A la vez, puede verse como la alternativa más viable que halla la sociedad para moverse a contrapelo del exoesqueleto sociopolítico inamovible, estático y enquistado que la rodea. O bien, desde una perspectiva más pesimista (y posible) resulta un margen de permisibilidad catártica, controlado por el poder exoesquelético. De nuevo la consabida estrategia del “pan y el circo”.   

Otro de los aciertos dramatúrgicos de El futuro en este (doble) sentido, es el seguimiento de los diferentes sucesos que transcurren en un mismo segmento del malecón habanero. Inicia el documental con el paso matutino del cortejo fúnebre de Fidel Castro. Exiguos “cordones” humanos formados a ambos lados de la calle posan con el formalismo indiferente de costumbre. Hacia las postrimerías de la obra, ese mismo espacio sirve de escenario al ingente despliegue multitudinario del carnaval habanero. Se demarca una dualidad conductual histórica, donde la fiesta catártica —y su protagonista: el baile— resulta no menos que una profilaxis que previene y ahoga otro despliegue masivo con más consciencia de fuerza. Un “maleconazo” carnavalesco para evitar un “maleconazo” político. No importa cuán impostado y automático sea el tributo a Fidel, ni cuán espontánea sea la conga, mientras cada etapa suceda según lo planeado, y la balanza mantenga el equilibrio.

Con El cementerio…, Yero despliega una noble pesquisa para identificar, en medio de la nocturnidad borrosa y homogeneizadora, las singularidades insomnes que tienen en las horas de oscuridad un ambiente más propicio para ser y expresarse. Cronica la noche citadina no habanera, engarzando historias desde una pensada aleatoriedad. Alterna mínimas historias, algunas de las cuales se desarrollan o culminan en una fiesta, donde el lente concomita con Guillén Landrián, y opta por explorar a partir de grandes primeros planos el éxtasis abiertamente lúbrico de una bailante, presumiblemente de reguetón, a jugar por los códigos gestuales casi inequívocos. 

Al igual que en Reportaje, la música extradiegética solapa todo sonido diegético, con los mismos claros objetivos de establecer una antítesis semiótica.

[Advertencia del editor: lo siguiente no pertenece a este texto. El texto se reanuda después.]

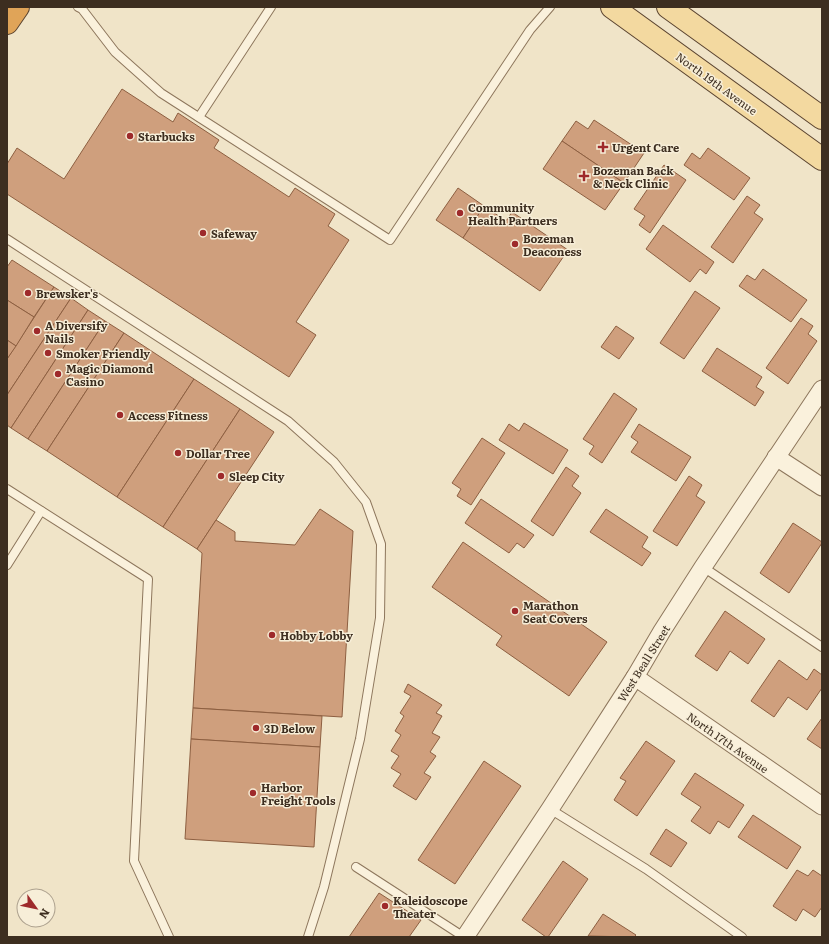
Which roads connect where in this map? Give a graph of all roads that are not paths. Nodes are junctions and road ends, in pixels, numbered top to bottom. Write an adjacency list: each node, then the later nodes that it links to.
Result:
1 (18, 7): 7 (highway)
2 (78, 7): 8 (lane)
3 (271, 7): 8 (lane)
4 (550, 7): 8 (lane)
5 (612, 7): 10 (main road, North 19th Avenue)
6 (668, 7): 9 (main road)
7 (7, 23)
8 (199, 117)
9 (822, 118)
10 (822, 159)
11 (7, 239): 25 (lane)
12 (822, 389): 13 (street, West Beall Street)
13 (776, 457): 14 (street); 18 (street, West Beall Street)
14 (822, 487)
15 (7, 489): 16 (lane)
16 (41, 511): 17 (lane); 24 (lane)
17 (7, 565)
18 (703, 567): 19 (lane); 20 (street, West Beall Street)
19 (822, 647)
20 (635, 677): 21 (street, North 17th Avenue); 22 (street, West Beall Street)
21 (822, 806)
22 (550, 809): 26 (street, West Beall Street); 27 (lane)
23 (356, 867): 26 (lane)
24 (169, 937)
25 (308, 937)
26 (465, 937)
27 (742, 937)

La gitanilla campesina púber filmada por Landrián es sustituida ahora por la más agresiva mulata al estilo del segmento introductorio de Memorias del subdesarrollo. Una suerte de maridaje híbrido entrambos clásicos, donde lo sugerido por los dos sujetos de los sesenta se concreta y explaya en el baile abiertamente orgiástico que desarrolla el personaje de Yero. La fiesta en cuestión resulta burbuja que mantiene a raya al silencio y la soledad nocturnal acechantes justo al umbral. Amenazante con invadir el paisaje ruidoso con toda su peligrosa carga de sugerencias, miedos. Con la reveladora invitación a la introspección y la reflexión.